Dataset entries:
***

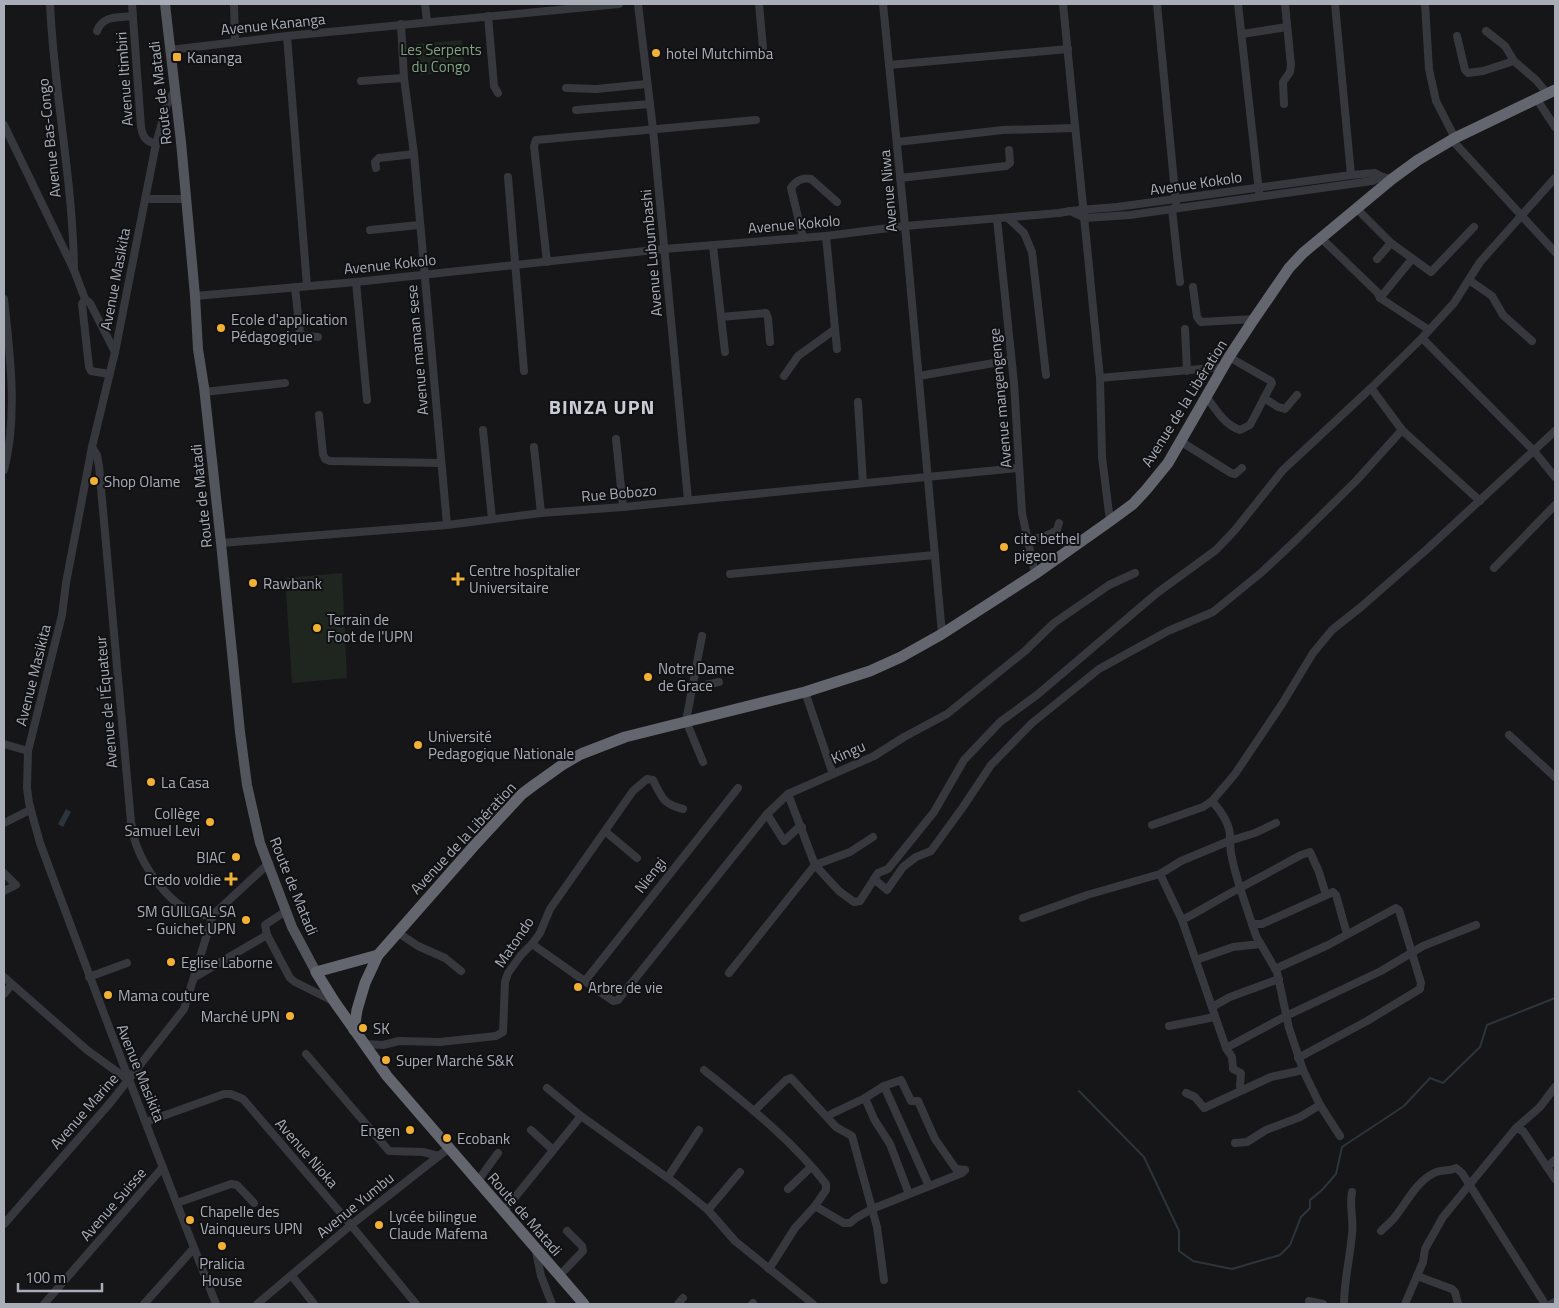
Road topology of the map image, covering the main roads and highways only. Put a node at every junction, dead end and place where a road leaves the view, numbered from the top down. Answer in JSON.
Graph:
{"nodes":[{"id":1,"x":165,"y":4,"type":"edge"},
{"id":2,"x":1546,"y":94,"type":"edge"},
{"id":3,"x":378,"y":955,"type":"junction"},
{"id":4,"x":316,"y":972,"type":"junction"},
{"id":5,"x":354,"y":1030,"type":"junction"},
{"id":6,"x":584,"y":1304,"type":"edge"}],
"edges":[{"from":1,"to":4,"type":"main road","name":"Route de Matadi"},
{"from":2,"to":3,"type":"highway","name":"Avenue de la Libération"},
{"from":3,"to":4,"type":"highway"},
{"from":3,"to":5,"type":"highway","name":"Avenue de la Libération"},
{"from":4,"to":5,"type":"highway","name":"Route de Matadi"},
{"from":5,"to":6,"type":"highway","name":"Route de Matadi"}]}
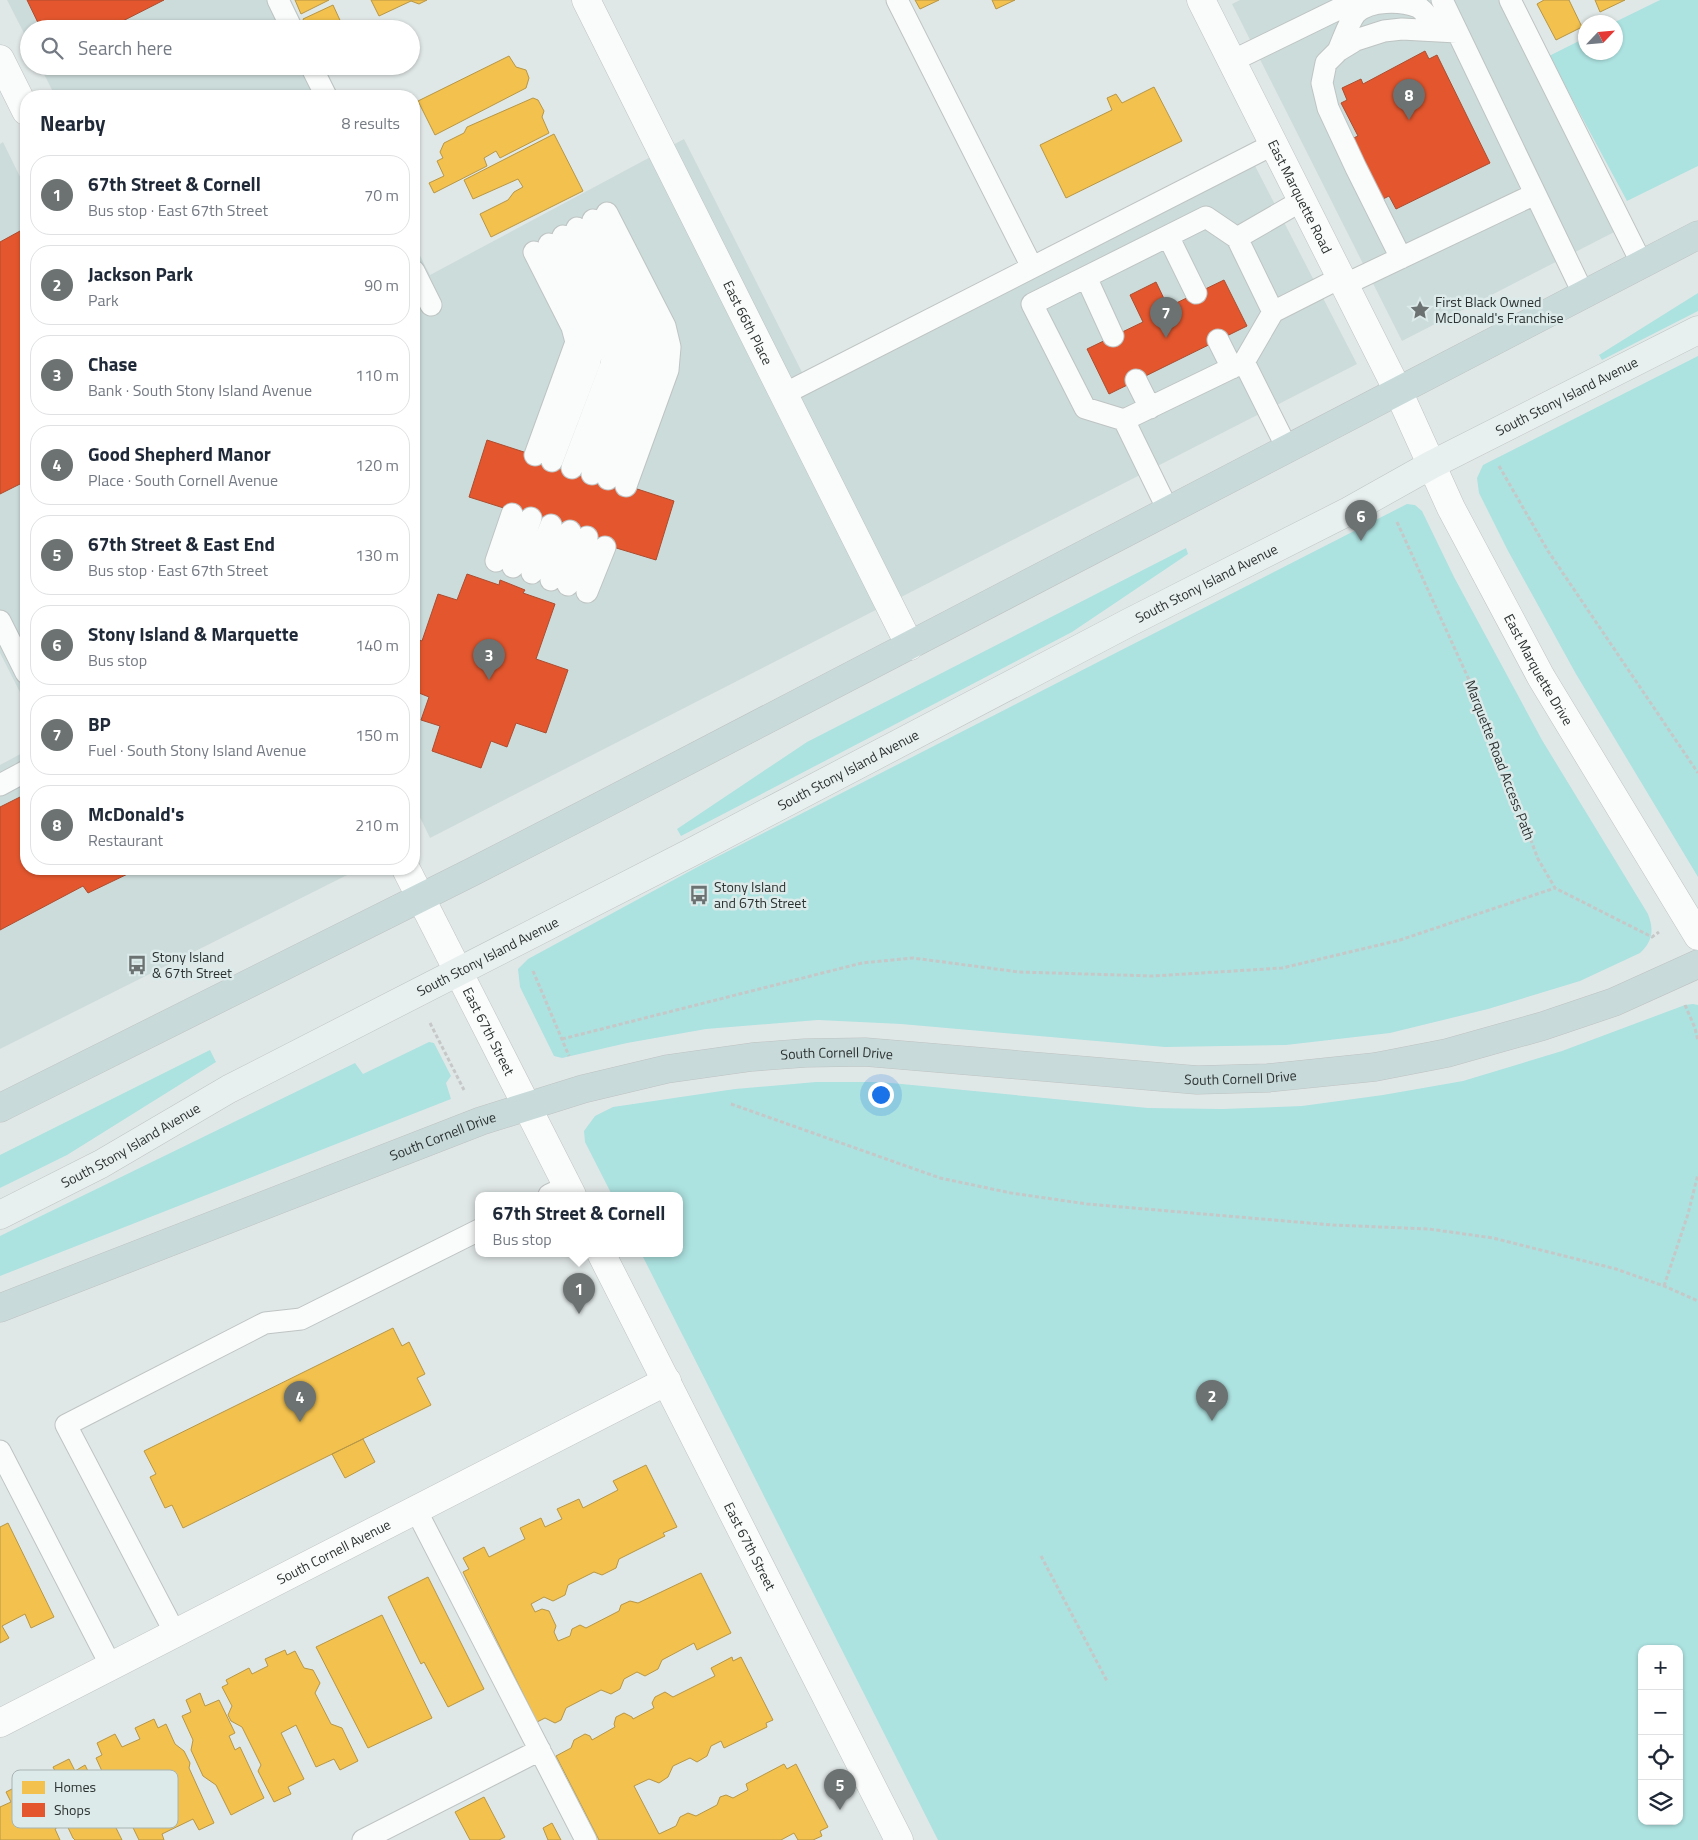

***

Task objective: Do not include images; quote all of the entries above exactly.

Answer for this exercise:
Road topology of the map image, covering the main roads and highways only. Put a node at every junction, dead end and place where a road leaves the view, numbered from the top down. Answer in JSON.
Graph:
{"nodes":[{"id":1,"x":165,"y":4,"type":"edge"},
{"id":2,"x":1546,"y":94,"type":"edge"},
{"id":3,"x":378,"y":955,"type":"junction"},
{"id":4,"x":316,"y":972,"type":"junction"},
{"id":5,"x":354,"y":1030,"type":"junction"},
{"id":6,"x":584,"y":1304,"type":"edge"}],
"edges":[{"from":1,"to":4,"type":"main road","name":"Route de Matadi"},
{"from":2,"to":3,"type":"highway","name":"Avenue de la Libération"},
{"from":3,"to":4,"type":"highway"},
{"from":3,"to":5,"type":"highway","name":"Avenue de la Libération"},
{"from":4,"to":5,"type":"highway","name":"Route de Matadi"},
{"from":5,"to":6,"type":"highway","name":"Route de Matadi"}]}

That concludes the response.